Algo to match students to universities (only students choose & rank)

Question

I'm trying to develop an algorithm in Ruby to allocate one university to each student of a list. As opposed to Gale-Shapley algorithm, universities do no choose nor rank students; only students make a 6-wish ordered list.

• There are 336 students
• There are 151 cities, each with an available number of places between 1 & 6

I think this boils down to computing a minimum sum of 'distances', a student's distance being the rank of the university he was attributed (in his ordered list). E.g: if a student is given his first choice, then his 'distance' is 0. If a student is given his last choice, then his 'distance' is 5.

I see 2 possibilities:

• brute-force to compute all the possibilities and find the one with the minimum sum of distances. But I think it would take too much time/very bad performance & complexity.
• determine criterion beforehand to allocate universities. E.g: we start by giving all non-disputed 1st choice cities to students (e.g if 4 students put 'Paris' as their first choice and Paris has more than 4 seats, we give these 4 students the Paris university). And then we can do the same all the way down to the 6th choices. But this will not give a university to all students, so we then need to find another criteria (or several other criterion) to allocate a university to each of the remaining students.

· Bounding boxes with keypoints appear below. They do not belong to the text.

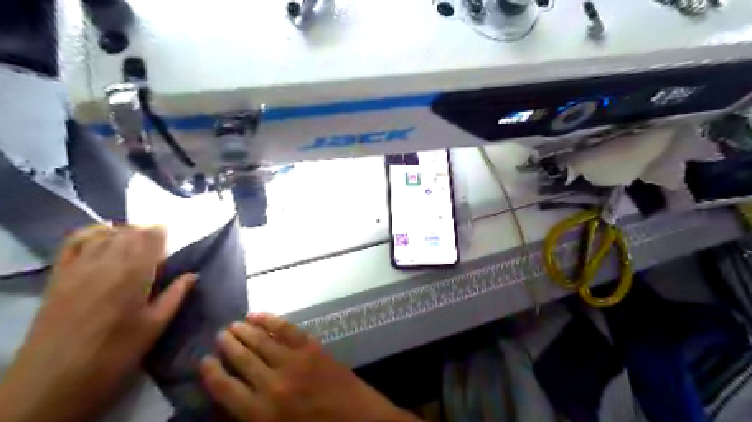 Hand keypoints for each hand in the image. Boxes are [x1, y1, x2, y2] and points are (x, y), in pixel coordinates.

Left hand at [0, 226, 195, 420]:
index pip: (151, 238)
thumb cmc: (115, 352)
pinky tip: (103, 234)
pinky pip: (75, 242)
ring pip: (106, 234)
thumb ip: (175, 296)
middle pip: (130, 233)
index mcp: (135, 274)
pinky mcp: (60, 275)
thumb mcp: (155, 327)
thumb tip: (193, 275)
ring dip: (125, 232)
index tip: (172, 236)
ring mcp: (80, 266)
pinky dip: (92, 232)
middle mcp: (107, 262)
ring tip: (136, 239)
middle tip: (158, 242)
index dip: (163, 233)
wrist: (53, 379)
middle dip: (146, 232)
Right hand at [200, 314, 419, 421]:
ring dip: (245, 331)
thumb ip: (252, 416)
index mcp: (260, 412)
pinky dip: (271, 320)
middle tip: (219, 334)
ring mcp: (293, 361)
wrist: (356, 419)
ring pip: (261, 342)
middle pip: (242, 359)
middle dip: (228, 346)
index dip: (211, 373)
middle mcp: (272, 383)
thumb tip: (234, 397)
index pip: (224, 389)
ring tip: (233, 324)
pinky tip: (259, 315)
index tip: (203, 361)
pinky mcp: (311, 348)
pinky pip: (286, 329) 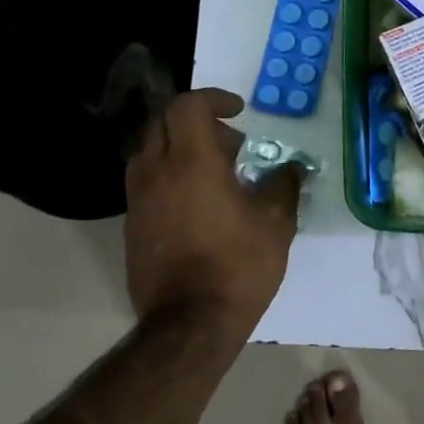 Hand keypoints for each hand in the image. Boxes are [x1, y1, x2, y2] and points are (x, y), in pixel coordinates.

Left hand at [123, 88, 302, 330]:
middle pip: (163, 122)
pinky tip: (199, 204)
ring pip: (150, 151)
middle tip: (231, 145)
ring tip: (216, 174)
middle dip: (198, 122)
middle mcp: (156, 172)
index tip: (239, 111)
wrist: (189, 324)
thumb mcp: (276, 222)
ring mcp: (138, 200)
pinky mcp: (132, 225)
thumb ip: (283, 185)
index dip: (213, 98)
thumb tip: (290, 169)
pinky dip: (170, 176)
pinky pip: (147, 181)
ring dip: (181, 149)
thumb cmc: (239, 265)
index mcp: (192, 162)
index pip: (187, 105) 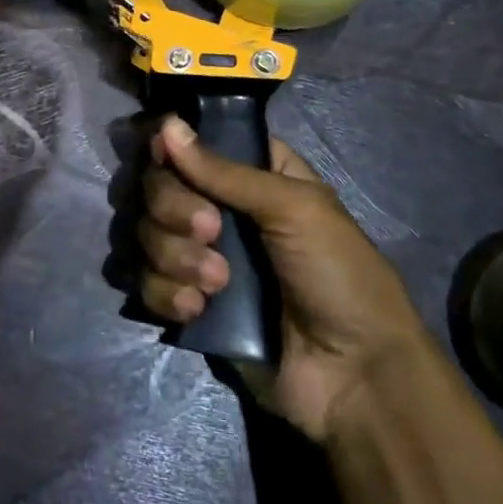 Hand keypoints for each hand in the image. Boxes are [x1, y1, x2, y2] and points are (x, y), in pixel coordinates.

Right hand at [138, 116, 424, 442]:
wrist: (354, 378)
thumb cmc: (339, 275)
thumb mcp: (294, 209)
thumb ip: (225, 171)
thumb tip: (167, 125)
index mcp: (254, 176)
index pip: (192, 144)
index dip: (172, 148)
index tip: (163, 158)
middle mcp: (221, 209)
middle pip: (160, 186)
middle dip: (175, 209)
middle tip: (211, 231)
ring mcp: (201, 257)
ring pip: (148, 234)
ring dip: (174, 256)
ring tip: (217, 283)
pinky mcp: (189, 302)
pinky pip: (148, 282)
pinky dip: (166, 293)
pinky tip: (198, 310) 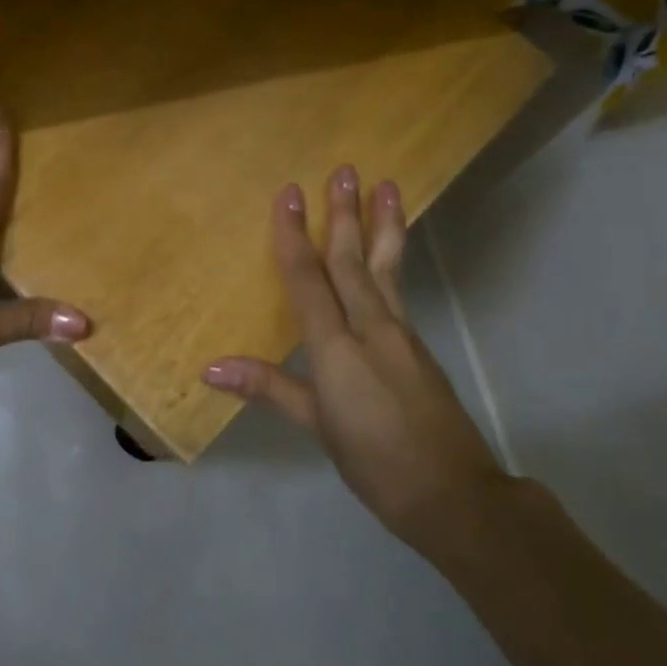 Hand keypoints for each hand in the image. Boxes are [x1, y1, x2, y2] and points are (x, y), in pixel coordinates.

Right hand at [203, 167, 503, 552]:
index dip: (295, 236)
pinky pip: (399, 291)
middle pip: (353, 262)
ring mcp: (402, 334)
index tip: (290, 194)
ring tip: (389, 187)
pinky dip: (393, 261)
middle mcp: (371, 328)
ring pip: (386, 269)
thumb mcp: (317, 426)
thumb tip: (212, 367)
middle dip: (346, 215)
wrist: (454, 495)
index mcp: (337, 347)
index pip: (309, 280)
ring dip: (384, 226)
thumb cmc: (374, 462)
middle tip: (345, 170)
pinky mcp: (419, 346)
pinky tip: (391, 253)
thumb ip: (270, 388) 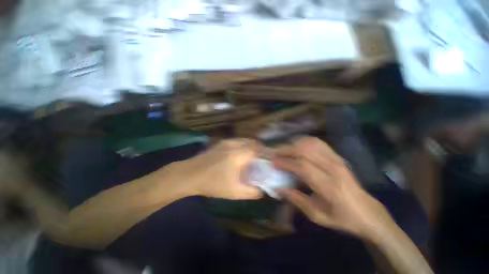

There is another downside of this method: the allocation will depend on the criterion chosen and the algo will maybe not give the best output (minimum of sum of distances).

My questions are:

• do I need to use brute-force to find the optimal solution?
• if not, what are the 'best' criterion to allocate universities in this algorithm? ('best' meaning it will allow me to end up with the optimal solution, or if it can't, at least with a pretty good solution overall)

NB:

• I'm a beginner in Ruby & algo, I've read posts on different websites with a lot of theoretical knowledge required but that didn't help me, so if you could vulgarize that would be awesome :)
• I originally posted my question on StackOverflow
• For now, I'm not considering weighing choices non-linearly (e.g. a last choice 'costs' 10 instead of 5), as I think it will be easy to add once I know the right way to proceed

Answer 1

You can use the assignment problem.

Construct a bipartite graph, where one side corresponds to students, and the other side corresponds to spots in cities: if a city has $n$ spots, there will be $n$ vertices corresponding to the city. If student $x$ is interested in city $y$, connect $x$ to all spots of $y$ with an edge whose weight corresponds to the "distance". Now compute a maximum weight perfect matching (or a maximum weight matching, if you want to allow students to be unmatched).